Sometimes when setting up a firewall whitelist for an app, the hardest part isn’t configuring rules — it’s not knowing which addresses the app actually connects to. And many modern apps aren’t just a single main process; they spawn helpers, renderers, crash reporters, and other child processes, so monitoring a single PID often isn’t enough. So I wrote a small tool called net-use that tracks the remote IPs accessed by a specified app and its entire process tree in real time, outputting deduplicated results.

Repository: https://github.com/jtianling/net-use

In One Sentence

net-use is a network connection monitoring tool for macOS. It uses the proc_pidfdinfo system call to enumerate socket information, capturing TCP/UDP remote addresses accessed by a specified app and all its child processes in real time. To better suit the firewall whitelist use case, IPv4 addresses are aggregated to /24 subnets by default, while IPv6 addresses are kept in full.

Why I Built This

My need was simple: I wanted to know what addresses an app is actually accessing and compile the results into a whitelist I can use directly.

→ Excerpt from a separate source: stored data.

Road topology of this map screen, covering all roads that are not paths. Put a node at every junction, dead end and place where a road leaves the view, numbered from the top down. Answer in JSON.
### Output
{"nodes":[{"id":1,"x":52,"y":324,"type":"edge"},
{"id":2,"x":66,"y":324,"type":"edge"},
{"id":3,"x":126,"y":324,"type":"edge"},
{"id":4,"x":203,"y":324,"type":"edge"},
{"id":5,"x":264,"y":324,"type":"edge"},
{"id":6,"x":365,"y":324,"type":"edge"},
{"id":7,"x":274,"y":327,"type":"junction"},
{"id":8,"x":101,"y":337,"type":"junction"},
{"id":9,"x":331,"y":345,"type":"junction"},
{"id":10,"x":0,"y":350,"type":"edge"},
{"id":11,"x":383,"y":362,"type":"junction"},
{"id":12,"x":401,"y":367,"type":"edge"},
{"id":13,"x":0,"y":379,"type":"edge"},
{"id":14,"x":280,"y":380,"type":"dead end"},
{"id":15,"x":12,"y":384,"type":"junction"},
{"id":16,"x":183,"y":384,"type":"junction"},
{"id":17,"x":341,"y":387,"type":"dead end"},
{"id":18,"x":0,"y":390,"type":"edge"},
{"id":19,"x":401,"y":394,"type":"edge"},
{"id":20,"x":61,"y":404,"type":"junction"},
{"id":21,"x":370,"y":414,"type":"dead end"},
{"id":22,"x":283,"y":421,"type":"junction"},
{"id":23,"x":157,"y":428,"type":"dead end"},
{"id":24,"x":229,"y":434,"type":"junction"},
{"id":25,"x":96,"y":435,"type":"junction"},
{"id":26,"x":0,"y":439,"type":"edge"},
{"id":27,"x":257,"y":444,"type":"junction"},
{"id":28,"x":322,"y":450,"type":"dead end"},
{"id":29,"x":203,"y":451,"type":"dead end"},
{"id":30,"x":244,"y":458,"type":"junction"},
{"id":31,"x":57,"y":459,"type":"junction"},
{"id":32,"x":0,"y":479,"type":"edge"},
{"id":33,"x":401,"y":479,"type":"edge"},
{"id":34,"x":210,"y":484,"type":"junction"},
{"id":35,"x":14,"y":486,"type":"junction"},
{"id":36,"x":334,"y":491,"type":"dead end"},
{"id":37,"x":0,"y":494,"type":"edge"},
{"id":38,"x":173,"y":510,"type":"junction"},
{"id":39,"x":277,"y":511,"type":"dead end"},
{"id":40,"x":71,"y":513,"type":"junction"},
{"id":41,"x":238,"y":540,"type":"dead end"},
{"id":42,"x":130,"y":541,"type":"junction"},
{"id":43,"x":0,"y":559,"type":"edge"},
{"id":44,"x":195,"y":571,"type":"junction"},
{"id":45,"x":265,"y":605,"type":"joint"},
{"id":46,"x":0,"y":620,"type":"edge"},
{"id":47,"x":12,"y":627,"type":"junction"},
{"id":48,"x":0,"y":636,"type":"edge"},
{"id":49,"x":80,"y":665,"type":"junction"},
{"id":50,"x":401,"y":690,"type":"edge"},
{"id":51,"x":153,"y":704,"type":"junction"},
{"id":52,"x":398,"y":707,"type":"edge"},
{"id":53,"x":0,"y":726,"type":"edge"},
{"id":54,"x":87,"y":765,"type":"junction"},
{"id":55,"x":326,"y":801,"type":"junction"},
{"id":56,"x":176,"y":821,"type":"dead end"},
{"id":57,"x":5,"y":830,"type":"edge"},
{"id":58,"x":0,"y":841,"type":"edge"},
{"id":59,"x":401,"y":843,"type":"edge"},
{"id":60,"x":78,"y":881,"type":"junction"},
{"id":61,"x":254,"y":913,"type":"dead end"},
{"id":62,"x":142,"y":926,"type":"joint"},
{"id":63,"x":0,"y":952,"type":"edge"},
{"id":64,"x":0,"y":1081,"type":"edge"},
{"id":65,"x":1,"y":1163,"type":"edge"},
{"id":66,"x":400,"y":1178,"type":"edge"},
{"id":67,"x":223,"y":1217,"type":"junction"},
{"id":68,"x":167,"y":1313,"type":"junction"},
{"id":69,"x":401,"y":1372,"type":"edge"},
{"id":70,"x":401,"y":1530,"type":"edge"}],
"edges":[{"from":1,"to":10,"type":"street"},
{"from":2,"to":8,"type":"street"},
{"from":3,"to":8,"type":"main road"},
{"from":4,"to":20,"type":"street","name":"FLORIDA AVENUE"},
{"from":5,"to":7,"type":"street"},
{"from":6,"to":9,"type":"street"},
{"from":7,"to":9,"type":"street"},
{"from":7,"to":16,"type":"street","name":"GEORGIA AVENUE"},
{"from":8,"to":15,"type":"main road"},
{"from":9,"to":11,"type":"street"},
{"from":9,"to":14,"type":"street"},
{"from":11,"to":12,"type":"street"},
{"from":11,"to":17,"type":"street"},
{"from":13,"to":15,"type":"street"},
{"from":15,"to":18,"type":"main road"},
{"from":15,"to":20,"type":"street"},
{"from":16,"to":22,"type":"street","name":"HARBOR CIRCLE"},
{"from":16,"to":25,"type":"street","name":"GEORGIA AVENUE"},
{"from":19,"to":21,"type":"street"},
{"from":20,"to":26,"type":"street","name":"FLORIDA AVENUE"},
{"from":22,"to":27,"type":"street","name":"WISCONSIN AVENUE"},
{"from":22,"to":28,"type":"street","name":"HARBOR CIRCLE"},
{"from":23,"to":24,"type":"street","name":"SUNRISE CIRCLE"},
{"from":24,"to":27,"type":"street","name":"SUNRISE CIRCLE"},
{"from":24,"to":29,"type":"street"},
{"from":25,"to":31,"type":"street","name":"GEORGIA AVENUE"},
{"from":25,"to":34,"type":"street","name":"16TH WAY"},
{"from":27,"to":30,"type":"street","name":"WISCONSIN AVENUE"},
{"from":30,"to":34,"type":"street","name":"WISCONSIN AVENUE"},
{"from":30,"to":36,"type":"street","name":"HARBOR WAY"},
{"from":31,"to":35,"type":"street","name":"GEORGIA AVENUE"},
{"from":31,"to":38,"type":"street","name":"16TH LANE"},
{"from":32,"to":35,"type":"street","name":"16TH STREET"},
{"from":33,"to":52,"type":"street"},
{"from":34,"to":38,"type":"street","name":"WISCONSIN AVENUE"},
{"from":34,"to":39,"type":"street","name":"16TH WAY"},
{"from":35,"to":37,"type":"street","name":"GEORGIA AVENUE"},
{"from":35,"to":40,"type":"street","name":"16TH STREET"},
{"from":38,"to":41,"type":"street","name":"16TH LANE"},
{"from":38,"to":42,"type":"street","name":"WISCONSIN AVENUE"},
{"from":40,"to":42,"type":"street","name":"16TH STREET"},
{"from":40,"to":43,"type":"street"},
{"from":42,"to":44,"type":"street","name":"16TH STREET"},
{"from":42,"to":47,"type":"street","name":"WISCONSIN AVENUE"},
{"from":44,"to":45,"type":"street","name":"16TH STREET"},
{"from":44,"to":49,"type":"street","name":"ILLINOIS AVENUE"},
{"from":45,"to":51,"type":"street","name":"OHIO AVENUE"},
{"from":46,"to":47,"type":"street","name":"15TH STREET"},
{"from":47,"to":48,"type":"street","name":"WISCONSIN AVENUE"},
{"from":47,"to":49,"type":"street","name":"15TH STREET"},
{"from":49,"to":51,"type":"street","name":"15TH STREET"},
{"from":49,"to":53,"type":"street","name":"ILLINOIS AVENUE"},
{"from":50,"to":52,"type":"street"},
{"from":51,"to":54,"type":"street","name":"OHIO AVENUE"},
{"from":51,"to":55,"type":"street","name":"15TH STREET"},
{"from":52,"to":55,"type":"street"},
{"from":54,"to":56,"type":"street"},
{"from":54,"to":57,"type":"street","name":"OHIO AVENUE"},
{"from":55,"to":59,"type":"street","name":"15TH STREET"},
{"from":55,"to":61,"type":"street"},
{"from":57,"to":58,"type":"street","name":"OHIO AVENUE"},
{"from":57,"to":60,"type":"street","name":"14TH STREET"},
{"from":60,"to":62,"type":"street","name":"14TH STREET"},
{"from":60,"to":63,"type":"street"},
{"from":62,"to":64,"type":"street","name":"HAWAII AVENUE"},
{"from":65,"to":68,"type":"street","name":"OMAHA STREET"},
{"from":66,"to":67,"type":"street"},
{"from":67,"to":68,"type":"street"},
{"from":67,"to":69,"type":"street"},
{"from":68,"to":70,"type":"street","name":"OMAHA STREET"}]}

For a quick glance at network connections, there are plenty of tools that can get the job done. But once you need to pin it down to a specific app — especially a desktop app that spawns many child processes — things get complicated: processes change, PIDs change, connections appear dynamically, and you have to deduplicate manually. So I just built a dedicated tool for this.

Usage

Installation:

cargo install net-use

The simplest way is to launch TUI mode directly:

sudo net-use

After launching, you can browse installed apps, filter by typing, and press Enter to start monitoring. During monitoring, you can export to a file, copy to clipboard, toggle sort order, and switch between subnet-aggregated and raw IP display.

If you prefer not to use the interface, you can go straight to CLI:

# Monitor by Bundle ID
sudo net-use --bundle com.google.Chrome --no-tui

# Monitor by process name
sudo net-use --name curl --no-tui

# Monitor by PID
sudo net-use --pid 1234 --no-tui

Output is a deduplicated address list, for example:

142.250.80.0/24
172.217.14.0/24
2607:f8b0:4004:800::200e

Ready to use directly as a whitelist.

A Few Other Useful Features

  • Can monitor apps that haven’t launched yet — starts collecting automatically once they start
  • Historical data persists after the app exits; data continues to accumulate when it reappears
  • Supports pause/resume monitoring
  • Supports persisting historical results to a file

Limitations

This tool currently only supports macOS and requires sudo, since reading process socket information requires elevated privileges.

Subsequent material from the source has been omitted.